▶ What needs to be done
What is the number of lines below that contain the word "numbered"? Give only that number.

▶ Data supplied
--

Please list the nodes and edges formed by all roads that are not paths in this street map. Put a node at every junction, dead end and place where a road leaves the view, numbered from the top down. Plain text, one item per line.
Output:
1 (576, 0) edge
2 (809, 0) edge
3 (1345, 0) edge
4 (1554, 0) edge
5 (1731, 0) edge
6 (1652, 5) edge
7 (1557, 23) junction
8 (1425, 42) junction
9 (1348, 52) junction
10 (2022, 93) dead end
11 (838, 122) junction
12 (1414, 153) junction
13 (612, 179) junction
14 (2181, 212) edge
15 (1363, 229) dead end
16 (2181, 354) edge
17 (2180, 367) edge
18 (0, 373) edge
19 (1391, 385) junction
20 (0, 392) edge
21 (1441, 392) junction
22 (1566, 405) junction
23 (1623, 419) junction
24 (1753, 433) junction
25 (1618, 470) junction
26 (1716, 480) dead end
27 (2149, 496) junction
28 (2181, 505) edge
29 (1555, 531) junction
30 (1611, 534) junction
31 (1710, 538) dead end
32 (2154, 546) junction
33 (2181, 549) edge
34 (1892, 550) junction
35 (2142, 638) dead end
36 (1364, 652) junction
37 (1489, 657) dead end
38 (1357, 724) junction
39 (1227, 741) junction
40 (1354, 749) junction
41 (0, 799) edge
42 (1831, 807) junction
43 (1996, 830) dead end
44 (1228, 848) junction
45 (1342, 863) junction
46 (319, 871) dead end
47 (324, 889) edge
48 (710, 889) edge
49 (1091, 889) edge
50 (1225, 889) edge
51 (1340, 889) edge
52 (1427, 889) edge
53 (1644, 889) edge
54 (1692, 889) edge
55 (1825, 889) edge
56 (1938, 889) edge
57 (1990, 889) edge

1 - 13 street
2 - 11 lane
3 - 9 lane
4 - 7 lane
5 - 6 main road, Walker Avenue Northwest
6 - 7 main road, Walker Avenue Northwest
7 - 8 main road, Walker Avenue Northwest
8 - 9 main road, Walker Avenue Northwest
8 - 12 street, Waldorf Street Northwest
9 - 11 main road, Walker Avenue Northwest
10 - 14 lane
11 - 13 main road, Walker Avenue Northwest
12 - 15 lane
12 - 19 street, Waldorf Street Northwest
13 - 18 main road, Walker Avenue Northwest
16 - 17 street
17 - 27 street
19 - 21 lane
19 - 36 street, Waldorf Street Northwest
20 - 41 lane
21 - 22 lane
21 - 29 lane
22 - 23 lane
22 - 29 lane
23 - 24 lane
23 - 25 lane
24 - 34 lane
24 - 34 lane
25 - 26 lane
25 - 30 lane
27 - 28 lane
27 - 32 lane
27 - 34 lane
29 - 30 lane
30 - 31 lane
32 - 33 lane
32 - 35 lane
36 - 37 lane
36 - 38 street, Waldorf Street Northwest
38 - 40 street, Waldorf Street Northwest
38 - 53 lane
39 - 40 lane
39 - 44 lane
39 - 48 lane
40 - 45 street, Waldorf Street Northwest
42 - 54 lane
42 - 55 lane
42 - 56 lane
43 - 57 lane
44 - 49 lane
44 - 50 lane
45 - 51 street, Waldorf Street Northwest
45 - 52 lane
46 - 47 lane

--

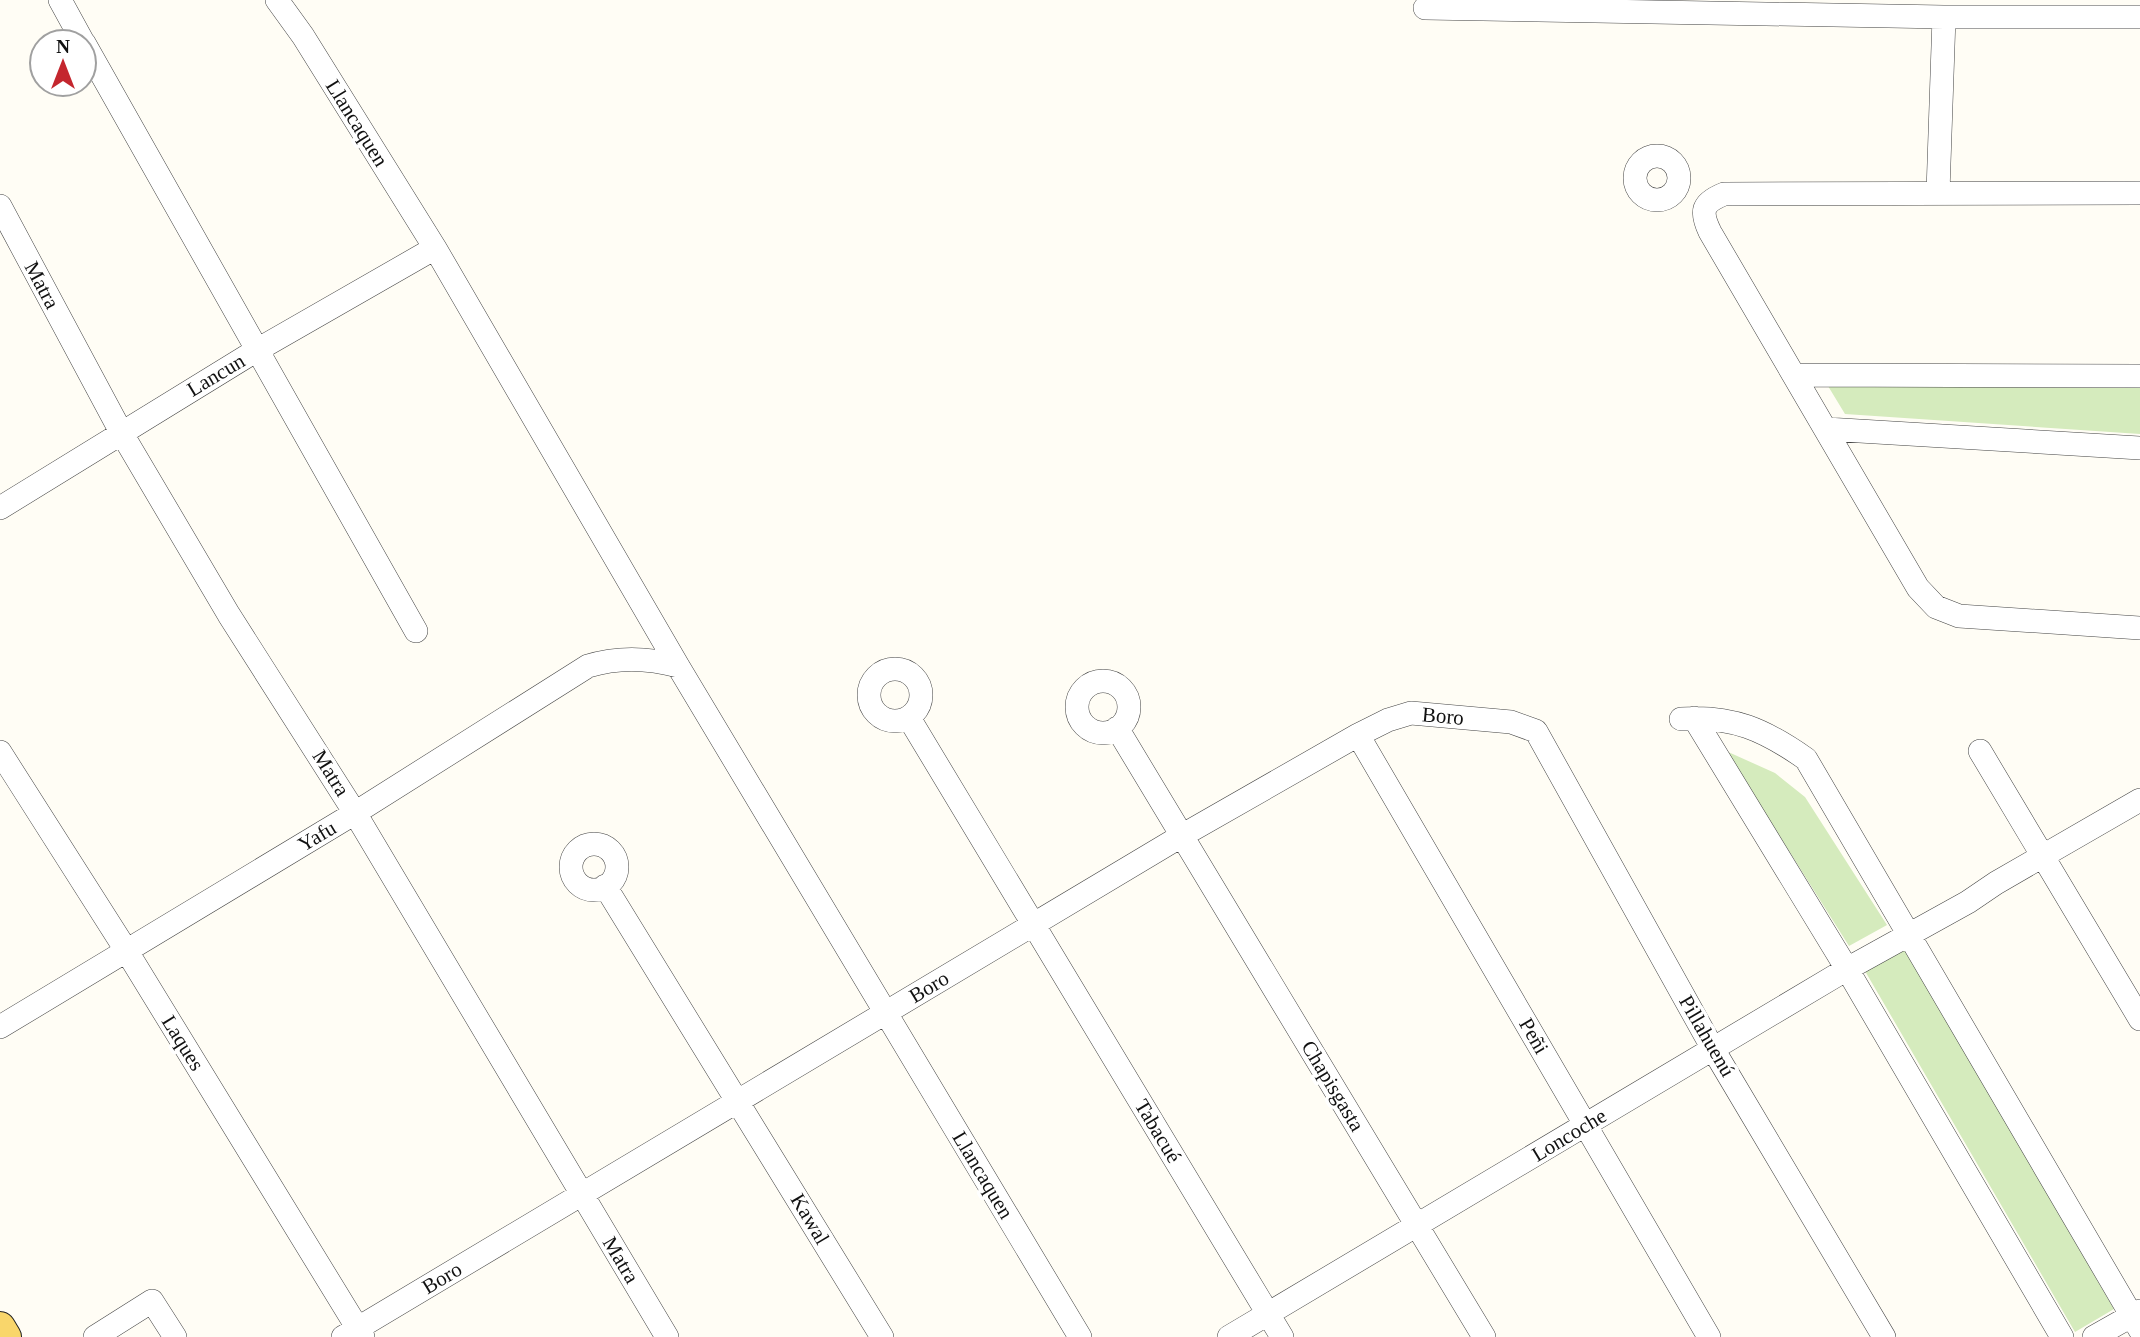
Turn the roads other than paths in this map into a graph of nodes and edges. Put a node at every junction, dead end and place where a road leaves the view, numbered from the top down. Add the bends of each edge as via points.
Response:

--

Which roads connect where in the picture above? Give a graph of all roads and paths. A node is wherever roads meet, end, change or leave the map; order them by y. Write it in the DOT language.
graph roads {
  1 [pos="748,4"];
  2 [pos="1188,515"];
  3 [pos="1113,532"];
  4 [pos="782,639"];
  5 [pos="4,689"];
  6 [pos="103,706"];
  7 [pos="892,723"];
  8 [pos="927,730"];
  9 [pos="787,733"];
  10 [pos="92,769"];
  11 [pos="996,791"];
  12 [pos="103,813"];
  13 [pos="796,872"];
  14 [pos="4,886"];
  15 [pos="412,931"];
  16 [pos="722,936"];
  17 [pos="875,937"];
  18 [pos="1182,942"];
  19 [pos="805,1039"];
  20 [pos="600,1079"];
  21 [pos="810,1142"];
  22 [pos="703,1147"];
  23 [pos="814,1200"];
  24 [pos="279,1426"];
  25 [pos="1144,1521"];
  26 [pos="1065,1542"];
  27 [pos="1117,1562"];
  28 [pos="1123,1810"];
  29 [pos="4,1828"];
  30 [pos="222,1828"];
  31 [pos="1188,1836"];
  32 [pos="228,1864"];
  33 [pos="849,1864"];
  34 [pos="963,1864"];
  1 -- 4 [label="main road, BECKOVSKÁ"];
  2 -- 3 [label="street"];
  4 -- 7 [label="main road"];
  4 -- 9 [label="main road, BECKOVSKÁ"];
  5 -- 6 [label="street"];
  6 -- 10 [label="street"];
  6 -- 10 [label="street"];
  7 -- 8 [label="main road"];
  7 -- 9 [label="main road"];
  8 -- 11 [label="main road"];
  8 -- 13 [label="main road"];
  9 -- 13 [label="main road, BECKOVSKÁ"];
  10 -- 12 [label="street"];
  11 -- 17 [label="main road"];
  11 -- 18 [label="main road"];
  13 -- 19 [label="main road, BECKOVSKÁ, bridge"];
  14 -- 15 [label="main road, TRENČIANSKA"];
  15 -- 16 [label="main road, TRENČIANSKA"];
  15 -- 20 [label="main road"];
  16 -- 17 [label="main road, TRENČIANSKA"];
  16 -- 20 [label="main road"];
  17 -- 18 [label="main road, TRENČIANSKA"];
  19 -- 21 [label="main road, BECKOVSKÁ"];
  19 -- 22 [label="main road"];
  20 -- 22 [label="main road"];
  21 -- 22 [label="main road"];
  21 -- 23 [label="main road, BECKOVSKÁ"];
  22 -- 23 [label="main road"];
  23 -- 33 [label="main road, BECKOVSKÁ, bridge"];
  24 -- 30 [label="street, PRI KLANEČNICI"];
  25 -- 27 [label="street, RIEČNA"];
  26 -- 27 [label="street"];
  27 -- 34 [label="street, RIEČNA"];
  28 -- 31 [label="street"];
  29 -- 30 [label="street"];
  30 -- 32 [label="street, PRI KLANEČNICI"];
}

--

▶ Expected answer
2